Sunday, December 2

Pain

I can't take the pain. It's too much. Too severe. I want it to stop. He holds me, saying nothing, listening to me scream.

 "Please, it's too much, I can't cope, I just can't cope"

I'd never imagined anything could hurt so much. I thought I was tough, I thought I was brave, I thought I was invincible.

I fought the tears of course. Tried not to give in. I've learned that if you build the walls high enough you can fight off most onslaughts. But he knew what he was doing. They all do. Expertly find the chinks in my armour with their weapons of choice: kind words, sincere hugs and unexpected presents; sometimes they even cry with me.  

His weapon was putting me over his knee, spanking me hard until the walls loosened, gently then so the tears started and finally a short firm burst, until I was sobbing.

Afterwards, when I've cried myself out I lie quietly, feeling better for now: beautifully, emotionally numb. My mind wanders to other times I've cried like this with him. The levels of physical pain he has caused me; the dark places he has taken me to and how much I loved the pain and misery that accompanied those times. I used to think I knew what severe pain was: I was wrong. 

In real life there are no safe-words. There is only time and love, and eventually the faint stirrings of hope.

7 comments:

Henry Higgins said...

That's beautiful.
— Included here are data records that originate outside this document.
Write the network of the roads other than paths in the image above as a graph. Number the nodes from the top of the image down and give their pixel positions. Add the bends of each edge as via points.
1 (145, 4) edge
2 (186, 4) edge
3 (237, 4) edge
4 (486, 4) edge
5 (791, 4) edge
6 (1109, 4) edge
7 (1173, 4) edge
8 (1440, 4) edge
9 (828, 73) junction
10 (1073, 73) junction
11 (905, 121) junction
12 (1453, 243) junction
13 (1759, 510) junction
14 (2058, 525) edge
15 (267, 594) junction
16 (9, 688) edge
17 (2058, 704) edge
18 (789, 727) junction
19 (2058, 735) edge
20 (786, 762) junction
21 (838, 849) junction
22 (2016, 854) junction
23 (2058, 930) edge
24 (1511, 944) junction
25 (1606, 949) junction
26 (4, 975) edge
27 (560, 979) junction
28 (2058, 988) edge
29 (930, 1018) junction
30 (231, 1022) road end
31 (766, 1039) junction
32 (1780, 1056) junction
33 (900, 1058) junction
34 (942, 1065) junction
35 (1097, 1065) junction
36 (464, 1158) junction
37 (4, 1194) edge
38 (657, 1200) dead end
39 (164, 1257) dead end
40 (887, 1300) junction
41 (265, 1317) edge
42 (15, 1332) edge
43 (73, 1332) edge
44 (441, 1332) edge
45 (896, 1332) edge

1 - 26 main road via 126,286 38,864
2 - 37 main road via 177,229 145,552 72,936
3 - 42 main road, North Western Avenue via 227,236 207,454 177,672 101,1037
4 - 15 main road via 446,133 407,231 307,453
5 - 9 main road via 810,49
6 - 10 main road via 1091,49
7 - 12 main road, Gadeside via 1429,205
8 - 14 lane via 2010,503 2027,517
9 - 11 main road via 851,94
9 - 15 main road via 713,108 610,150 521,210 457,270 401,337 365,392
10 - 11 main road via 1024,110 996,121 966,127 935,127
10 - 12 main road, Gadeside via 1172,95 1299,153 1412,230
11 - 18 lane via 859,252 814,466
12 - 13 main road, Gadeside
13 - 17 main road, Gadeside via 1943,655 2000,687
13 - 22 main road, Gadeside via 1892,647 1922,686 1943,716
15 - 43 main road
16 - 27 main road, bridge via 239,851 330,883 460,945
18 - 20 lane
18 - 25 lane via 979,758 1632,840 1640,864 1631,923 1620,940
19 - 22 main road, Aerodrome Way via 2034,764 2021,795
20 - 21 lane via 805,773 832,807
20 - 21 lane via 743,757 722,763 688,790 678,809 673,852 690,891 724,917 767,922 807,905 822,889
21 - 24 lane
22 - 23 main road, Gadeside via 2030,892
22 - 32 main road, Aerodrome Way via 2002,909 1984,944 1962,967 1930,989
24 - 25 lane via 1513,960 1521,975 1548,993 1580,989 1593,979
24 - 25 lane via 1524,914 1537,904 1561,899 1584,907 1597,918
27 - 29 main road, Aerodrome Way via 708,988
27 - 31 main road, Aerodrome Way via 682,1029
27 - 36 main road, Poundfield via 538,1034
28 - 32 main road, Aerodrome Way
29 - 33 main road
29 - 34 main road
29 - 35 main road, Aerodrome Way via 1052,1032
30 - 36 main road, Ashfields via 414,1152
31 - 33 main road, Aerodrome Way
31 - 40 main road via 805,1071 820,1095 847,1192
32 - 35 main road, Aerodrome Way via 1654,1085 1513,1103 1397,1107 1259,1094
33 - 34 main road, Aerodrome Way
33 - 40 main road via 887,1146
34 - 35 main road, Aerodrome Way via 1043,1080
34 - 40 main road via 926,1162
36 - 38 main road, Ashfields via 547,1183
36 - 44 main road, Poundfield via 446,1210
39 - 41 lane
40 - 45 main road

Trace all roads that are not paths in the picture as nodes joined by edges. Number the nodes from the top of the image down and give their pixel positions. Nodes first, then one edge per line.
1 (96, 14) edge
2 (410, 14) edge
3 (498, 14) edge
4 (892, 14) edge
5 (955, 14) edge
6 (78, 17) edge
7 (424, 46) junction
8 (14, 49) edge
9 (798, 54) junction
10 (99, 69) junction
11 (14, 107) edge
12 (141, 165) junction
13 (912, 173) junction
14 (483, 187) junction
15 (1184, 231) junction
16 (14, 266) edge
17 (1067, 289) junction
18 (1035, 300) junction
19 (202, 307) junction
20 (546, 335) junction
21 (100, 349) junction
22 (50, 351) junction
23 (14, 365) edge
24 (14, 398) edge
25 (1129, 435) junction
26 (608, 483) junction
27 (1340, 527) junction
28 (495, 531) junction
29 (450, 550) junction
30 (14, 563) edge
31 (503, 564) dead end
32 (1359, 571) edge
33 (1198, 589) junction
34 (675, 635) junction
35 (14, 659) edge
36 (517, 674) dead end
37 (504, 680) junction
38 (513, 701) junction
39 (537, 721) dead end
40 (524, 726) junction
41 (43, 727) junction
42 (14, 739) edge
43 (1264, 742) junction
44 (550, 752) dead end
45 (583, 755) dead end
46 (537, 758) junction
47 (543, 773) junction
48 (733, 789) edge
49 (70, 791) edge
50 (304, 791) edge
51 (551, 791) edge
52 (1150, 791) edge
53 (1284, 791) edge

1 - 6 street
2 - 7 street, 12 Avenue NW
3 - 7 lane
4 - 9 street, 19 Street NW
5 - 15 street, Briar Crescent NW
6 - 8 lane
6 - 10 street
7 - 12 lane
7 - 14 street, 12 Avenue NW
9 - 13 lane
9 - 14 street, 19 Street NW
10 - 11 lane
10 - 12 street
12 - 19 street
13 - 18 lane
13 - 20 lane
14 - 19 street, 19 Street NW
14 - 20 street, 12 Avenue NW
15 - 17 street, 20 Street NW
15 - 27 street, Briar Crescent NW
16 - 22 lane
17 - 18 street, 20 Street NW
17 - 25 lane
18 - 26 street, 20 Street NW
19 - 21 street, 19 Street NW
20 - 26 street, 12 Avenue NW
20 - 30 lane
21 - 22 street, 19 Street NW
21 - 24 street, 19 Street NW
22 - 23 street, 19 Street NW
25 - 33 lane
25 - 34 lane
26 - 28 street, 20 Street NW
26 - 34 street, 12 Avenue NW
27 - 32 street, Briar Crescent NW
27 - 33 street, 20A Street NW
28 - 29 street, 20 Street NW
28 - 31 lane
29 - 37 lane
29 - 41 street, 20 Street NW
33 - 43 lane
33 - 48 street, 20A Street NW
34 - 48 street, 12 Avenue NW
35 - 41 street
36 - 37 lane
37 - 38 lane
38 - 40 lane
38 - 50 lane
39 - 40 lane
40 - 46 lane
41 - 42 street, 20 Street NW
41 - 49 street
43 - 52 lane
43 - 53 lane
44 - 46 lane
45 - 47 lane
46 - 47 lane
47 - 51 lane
And powerful.

HH

Abel1234 said...

Yes, very much love. All the love you could hope for or need. Not that it can solve things that can't be solved; only that it can be a comfort and, sometimes I hope, give you strength and reassurance.

A beautiful post.

Anonymous said...

Beautiful and powerful post. You are lucky to have good friends who care.

Hug,
joey

PS I missed your posts.

Indy said...

"His weapon was putting me over his knee, spanking me hard until the walls loosened, gently then so the tears started and finally a short firm burst, until I was sobbing."

Perfect.

I don't let go very easily, but it's the breaks from the spanking that bring me closer to releasing deep emotional pain than the spanking itself. The feeling of being held safely OTK helps a lot, too.

Those faint stirring of hope mean so, so much. Now, even on the days that feel hopeless, you can remember so much more easily that you didn't always feel that way and there will be good days ahead.

It's lovely to see you writing again, EJ. xx

Kaelah said...

I'm very happy to see you blogging again, EJ!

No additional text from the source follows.